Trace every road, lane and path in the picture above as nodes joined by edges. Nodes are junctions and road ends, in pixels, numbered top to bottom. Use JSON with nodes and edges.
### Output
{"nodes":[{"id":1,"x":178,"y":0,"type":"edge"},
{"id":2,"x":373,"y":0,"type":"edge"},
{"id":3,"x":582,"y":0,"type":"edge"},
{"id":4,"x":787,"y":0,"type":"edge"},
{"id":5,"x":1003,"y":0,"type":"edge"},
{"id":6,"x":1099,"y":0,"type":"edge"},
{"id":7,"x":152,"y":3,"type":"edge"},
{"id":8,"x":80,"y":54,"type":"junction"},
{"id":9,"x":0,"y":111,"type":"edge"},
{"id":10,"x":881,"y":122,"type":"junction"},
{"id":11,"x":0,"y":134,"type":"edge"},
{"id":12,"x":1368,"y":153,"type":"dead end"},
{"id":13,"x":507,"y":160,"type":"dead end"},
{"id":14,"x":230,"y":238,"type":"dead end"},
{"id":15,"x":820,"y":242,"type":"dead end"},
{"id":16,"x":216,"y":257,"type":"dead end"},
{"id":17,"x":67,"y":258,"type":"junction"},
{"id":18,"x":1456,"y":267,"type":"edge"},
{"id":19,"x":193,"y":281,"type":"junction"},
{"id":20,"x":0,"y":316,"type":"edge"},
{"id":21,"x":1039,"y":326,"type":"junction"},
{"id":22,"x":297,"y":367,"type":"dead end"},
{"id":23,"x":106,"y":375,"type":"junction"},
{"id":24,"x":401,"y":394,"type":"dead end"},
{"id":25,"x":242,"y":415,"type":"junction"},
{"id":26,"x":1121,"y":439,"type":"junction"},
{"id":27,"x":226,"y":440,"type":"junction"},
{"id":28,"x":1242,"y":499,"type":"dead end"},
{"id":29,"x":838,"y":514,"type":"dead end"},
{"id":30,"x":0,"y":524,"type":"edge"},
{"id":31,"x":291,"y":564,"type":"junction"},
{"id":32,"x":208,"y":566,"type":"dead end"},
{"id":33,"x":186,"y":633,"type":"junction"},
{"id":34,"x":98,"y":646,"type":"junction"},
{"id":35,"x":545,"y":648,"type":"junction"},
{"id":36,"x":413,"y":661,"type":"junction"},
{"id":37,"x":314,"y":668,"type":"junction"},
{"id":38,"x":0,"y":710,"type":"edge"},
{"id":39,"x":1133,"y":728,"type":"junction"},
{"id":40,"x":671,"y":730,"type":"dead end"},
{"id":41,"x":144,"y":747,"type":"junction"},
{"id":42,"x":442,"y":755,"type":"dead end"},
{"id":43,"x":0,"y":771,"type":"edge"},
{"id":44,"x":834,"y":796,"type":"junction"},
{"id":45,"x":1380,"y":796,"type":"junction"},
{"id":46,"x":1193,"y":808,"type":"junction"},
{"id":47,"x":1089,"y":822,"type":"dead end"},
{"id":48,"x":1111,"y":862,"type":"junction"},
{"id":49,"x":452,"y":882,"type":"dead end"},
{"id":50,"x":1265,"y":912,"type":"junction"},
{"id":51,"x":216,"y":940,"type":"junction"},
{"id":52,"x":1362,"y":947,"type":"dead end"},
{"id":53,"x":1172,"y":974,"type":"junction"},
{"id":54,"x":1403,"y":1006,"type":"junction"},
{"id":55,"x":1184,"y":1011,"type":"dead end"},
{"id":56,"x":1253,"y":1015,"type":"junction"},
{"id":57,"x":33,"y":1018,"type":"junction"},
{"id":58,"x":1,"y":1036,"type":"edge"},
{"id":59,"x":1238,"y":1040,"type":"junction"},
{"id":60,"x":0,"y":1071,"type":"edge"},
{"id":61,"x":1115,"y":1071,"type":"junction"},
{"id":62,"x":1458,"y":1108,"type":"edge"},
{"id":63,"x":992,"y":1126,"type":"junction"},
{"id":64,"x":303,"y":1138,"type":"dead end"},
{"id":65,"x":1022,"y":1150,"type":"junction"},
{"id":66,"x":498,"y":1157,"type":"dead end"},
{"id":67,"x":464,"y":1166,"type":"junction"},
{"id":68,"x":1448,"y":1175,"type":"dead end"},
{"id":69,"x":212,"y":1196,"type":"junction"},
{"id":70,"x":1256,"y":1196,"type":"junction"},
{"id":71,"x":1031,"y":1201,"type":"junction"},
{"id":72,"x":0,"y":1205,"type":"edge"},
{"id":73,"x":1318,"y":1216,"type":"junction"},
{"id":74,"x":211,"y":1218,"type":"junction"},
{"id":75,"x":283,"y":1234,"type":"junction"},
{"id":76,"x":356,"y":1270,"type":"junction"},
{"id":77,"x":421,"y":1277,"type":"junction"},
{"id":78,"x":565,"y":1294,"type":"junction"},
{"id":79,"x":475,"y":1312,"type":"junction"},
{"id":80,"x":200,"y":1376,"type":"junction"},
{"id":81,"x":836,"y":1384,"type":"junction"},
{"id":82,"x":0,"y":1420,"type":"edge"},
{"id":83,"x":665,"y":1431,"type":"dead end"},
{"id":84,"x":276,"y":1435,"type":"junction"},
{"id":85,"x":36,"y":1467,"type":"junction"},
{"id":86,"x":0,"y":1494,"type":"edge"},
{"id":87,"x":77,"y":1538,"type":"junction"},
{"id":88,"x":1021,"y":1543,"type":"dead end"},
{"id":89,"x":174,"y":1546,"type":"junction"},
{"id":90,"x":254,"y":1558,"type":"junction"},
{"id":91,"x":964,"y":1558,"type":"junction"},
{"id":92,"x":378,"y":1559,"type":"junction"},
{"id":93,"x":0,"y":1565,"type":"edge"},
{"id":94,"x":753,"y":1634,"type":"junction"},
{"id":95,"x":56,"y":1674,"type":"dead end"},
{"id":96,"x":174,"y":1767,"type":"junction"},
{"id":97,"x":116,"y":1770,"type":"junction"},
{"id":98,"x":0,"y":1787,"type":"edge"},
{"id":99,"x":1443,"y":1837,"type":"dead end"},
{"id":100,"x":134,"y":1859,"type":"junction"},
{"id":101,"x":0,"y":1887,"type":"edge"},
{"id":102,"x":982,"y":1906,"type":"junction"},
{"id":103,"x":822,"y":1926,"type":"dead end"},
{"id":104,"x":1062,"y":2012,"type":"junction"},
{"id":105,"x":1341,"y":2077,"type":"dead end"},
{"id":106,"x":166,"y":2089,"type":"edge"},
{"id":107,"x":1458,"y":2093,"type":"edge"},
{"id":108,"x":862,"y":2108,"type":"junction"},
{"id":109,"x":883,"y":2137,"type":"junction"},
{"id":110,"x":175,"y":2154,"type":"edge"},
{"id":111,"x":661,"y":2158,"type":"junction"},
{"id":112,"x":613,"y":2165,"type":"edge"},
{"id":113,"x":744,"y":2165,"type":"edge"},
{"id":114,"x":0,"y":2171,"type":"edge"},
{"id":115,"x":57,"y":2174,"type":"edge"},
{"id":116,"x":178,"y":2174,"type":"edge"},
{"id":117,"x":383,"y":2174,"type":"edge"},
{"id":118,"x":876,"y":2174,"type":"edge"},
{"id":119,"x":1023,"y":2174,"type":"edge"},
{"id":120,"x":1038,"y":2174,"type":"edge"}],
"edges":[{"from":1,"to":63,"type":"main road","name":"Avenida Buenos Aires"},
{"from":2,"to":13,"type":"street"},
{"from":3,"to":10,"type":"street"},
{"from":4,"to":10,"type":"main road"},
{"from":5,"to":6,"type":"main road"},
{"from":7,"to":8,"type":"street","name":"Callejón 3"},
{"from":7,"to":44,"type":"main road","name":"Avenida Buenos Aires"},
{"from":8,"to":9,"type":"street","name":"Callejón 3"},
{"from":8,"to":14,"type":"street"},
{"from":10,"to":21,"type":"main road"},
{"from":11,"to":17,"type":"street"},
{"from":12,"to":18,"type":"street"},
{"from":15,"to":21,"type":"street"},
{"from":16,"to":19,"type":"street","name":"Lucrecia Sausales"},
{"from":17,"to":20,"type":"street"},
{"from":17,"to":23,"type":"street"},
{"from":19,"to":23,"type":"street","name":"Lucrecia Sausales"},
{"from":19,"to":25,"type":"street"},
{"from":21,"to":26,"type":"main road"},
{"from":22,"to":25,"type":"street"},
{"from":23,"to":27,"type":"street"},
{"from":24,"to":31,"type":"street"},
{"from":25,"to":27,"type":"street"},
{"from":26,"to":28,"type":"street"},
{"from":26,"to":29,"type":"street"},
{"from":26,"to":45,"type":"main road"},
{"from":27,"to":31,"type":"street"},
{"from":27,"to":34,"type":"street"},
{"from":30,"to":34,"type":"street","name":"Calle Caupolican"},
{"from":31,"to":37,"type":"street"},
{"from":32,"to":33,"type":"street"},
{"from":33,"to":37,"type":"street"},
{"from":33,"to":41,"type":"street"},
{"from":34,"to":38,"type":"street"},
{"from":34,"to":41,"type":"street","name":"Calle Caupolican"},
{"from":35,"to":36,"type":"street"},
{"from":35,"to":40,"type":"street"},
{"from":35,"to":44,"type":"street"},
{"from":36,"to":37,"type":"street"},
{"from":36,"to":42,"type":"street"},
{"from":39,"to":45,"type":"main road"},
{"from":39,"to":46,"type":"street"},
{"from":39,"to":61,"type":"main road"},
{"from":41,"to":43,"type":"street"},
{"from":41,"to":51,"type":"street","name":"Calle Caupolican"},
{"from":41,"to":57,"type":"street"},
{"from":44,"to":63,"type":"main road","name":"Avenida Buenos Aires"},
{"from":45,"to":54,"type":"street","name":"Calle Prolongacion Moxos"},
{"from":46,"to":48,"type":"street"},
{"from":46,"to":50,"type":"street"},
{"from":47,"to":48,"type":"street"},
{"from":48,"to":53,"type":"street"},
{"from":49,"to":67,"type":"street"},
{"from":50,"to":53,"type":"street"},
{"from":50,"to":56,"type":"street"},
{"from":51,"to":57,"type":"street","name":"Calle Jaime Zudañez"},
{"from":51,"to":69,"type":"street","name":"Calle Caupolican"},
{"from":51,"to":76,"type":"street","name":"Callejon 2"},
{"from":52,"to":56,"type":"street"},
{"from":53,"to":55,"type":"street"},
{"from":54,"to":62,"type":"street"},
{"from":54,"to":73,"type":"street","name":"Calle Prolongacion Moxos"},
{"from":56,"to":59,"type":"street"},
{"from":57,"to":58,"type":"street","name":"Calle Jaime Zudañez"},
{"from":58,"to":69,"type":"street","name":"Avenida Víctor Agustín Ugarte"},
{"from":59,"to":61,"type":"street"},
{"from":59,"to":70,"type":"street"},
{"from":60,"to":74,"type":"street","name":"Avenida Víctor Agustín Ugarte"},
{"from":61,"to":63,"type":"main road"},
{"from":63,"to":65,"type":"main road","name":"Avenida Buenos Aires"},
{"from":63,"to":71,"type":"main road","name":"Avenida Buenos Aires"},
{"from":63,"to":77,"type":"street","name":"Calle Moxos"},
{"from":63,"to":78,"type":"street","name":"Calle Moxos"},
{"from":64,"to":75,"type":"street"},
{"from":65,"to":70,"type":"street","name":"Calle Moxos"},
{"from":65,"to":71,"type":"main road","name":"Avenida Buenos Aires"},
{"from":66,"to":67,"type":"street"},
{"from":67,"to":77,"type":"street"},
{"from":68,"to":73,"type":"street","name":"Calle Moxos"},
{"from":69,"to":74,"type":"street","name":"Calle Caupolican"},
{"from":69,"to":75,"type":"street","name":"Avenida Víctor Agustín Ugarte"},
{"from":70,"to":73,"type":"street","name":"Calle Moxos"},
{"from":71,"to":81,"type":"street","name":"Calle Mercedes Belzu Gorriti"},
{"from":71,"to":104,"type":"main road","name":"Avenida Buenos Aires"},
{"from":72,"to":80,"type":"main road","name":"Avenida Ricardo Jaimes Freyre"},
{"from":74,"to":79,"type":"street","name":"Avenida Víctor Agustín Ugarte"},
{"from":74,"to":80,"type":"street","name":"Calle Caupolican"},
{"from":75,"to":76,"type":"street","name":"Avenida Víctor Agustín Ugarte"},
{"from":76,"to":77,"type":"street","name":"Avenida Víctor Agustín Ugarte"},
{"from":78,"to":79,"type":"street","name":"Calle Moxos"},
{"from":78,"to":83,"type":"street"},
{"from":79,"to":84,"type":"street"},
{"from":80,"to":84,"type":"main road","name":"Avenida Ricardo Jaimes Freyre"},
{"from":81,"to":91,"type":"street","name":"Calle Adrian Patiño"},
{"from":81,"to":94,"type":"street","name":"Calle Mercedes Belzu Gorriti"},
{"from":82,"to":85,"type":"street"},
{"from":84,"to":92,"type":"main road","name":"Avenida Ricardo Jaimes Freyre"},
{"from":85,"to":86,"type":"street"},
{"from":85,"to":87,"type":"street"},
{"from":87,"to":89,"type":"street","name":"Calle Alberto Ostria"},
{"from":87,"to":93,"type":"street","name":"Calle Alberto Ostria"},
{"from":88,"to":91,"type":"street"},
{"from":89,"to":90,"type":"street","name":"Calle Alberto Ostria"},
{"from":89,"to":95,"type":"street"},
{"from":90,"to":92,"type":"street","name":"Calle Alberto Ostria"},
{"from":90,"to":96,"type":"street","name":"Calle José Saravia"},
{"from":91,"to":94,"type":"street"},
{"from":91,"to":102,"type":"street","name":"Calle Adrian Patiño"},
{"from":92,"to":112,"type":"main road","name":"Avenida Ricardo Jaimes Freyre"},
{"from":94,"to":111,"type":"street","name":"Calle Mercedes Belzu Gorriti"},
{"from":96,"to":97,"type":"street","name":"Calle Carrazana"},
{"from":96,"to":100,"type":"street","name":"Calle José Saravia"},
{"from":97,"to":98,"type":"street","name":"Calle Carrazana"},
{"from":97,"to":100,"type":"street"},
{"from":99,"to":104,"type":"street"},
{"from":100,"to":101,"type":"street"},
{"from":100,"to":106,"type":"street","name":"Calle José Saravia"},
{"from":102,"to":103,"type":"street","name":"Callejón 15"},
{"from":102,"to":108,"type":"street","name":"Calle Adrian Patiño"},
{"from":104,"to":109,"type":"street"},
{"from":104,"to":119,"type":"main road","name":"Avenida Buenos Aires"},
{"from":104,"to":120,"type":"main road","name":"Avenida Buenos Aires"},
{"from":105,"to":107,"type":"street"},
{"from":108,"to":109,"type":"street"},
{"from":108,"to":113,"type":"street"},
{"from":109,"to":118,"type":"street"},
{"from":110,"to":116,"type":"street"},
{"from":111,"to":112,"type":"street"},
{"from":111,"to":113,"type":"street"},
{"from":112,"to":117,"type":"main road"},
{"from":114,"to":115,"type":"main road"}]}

========

Filter the lines above so that only those with the string "Zudañez" remain, then copy them.

SOLUTION
{"from":51,"to":57,"type":"street","name":"Calle Jaime Zudañez"},
{"from":57,"to":58,"type":"street","name":"Calle Jaime Zudañez"},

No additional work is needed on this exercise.